Dün yaşanan şeyler rezillikten başka bir şey değil. Ben bir Fenerbahçe taraftarı olarak, elbette burada herkesi mutlu eden bir yazı yazamam. Ben kendi kalecime, kendi takım kaptanıma, üzerlerinde milli forma varken küfür edilmesini yediremem. Bunu yapanlara "adam" demem.

"Volkan bize küfür etti!" "Ne var yani, gol yedi, protesto ettik!" Bunlar günün bahaneleri.
Arkadaşım, o Volkan, bundan bir maç önce Türkiye kazanırken, karşı karşıya topları çıkarırken de ıslıklandı, haberin var mı? O takım kaptanı Emre, hazırlık maçında daha 1. saniyede ıslıklanmaya başladı, haberin var mı? Kimse maval okumasın. Bunun sebebi kötü oyun değil, renklere olan antipati.

Milli maçlar artık Türkiye-karşı takım maçı olmaktan çıkıyor. Bizim o kadar zeki bir federasyonumuz var ki, bu bahsettiğim protestoların her maç tekrarlandığını göre göre, hala TT Arena'ya maç veriyor. Bu ülkede taraftar grupları var. Bunların içlerinde -genelleme yapmıyorum- hayattan bir beklentisi olmayan, bir uğraşı olmayan, serseri adamlar var. Bu adamlar, kendi stadlarında maç oynandığında oraya milli takımı desteklemeye değil, "abi bizim stad, gidelim belki 'x takım' diye bağırırız, belki Fenerbahçe'li oyunculara küfür ederiz, ehe ehe" diye gidiyor. Kimse kimseyi kandırmasın.

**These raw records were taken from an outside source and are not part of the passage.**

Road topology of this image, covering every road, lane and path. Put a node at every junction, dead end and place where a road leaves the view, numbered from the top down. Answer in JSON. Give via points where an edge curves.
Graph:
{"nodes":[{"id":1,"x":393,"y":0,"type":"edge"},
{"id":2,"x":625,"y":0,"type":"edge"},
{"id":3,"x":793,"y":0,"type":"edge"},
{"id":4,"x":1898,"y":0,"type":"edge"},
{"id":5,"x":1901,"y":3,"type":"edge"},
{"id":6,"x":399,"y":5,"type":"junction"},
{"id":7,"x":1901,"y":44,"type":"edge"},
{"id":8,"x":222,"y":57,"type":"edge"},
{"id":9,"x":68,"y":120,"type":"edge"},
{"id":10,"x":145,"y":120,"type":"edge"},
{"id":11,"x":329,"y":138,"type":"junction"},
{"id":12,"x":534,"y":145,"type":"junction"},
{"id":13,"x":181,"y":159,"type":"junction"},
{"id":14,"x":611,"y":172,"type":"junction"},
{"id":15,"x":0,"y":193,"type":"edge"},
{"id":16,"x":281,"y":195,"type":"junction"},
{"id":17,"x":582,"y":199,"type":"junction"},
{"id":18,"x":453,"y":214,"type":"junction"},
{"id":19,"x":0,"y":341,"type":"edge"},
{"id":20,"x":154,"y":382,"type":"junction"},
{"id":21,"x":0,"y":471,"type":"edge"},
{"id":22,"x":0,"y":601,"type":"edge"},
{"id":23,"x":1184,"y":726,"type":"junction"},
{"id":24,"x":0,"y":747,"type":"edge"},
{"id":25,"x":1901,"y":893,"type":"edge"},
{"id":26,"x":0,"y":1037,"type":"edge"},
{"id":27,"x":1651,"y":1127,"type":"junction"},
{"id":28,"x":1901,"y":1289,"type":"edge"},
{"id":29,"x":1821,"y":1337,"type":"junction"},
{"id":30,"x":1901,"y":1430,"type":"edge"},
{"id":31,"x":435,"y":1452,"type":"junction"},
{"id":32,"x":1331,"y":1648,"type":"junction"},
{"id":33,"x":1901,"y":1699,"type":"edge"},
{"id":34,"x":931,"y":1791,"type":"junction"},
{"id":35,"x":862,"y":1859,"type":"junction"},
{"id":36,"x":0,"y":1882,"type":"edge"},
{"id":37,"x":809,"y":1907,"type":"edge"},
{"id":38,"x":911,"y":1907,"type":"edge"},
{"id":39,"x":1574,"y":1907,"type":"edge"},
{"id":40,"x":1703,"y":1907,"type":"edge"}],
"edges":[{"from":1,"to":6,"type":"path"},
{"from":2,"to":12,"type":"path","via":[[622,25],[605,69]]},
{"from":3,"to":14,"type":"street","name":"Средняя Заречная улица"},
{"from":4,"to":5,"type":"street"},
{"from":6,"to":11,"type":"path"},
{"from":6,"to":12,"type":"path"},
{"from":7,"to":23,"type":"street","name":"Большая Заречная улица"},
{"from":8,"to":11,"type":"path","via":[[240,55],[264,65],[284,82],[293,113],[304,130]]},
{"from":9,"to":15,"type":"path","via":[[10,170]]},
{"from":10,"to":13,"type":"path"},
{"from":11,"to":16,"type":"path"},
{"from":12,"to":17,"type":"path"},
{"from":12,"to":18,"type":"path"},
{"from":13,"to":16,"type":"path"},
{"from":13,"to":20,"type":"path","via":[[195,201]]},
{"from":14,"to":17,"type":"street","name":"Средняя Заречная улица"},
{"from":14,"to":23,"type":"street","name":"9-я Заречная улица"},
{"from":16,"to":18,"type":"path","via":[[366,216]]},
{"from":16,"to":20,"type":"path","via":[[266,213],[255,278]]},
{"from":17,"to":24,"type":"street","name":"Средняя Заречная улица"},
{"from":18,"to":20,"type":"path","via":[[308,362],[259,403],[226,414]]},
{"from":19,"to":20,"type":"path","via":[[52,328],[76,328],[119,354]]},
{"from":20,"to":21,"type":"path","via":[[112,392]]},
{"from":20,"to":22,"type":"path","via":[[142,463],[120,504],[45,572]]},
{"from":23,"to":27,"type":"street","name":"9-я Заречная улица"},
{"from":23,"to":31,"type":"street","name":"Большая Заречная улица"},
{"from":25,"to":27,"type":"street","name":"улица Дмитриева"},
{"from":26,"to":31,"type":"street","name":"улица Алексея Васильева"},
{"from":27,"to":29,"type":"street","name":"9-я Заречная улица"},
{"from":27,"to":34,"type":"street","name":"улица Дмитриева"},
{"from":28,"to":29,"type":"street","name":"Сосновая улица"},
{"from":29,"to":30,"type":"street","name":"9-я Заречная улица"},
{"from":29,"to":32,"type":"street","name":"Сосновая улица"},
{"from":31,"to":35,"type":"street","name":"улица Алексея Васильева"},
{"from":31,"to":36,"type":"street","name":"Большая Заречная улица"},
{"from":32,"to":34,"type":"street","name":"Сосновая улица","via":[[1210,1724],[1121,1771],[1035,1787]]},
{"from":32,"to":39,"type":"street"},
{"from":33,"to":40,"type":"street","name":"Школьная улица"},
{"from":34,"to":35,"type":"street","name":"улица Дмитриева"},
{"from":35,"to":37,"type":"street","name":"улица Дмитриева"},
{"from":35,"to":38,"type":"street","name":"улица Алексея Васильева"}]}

Volkan ve Emre, Fenerbahçe'lidir. Galatasaray maçlarında kazanırken karşı takım taraftarını gıcık etmek en doğal haklarıdır. Sabri bunu Kadıköy'de bize karşı yapar, Egemen de bir başkasına. Hepsinin kendi gönül verdiği renkler vardır.

Fakat bu oyuncular üzerlerine ay-yıldızı geçirip ülkesi için ter dökerken, hala olayı lacivert-kırmızı muhabbetine çevirip, o adamlara -sadece dün değil- küfür edersen, ıslıklarsan, her kornerde arkadan ".... koyayım Volkaaaan" diye bağırırsan, o adamın sabrı bir yerde tükenir.
Döner, sana küfür eder. Doğru yaptı demiyorum! Ama bunu peygamber sabrı olmayan her insan yapar.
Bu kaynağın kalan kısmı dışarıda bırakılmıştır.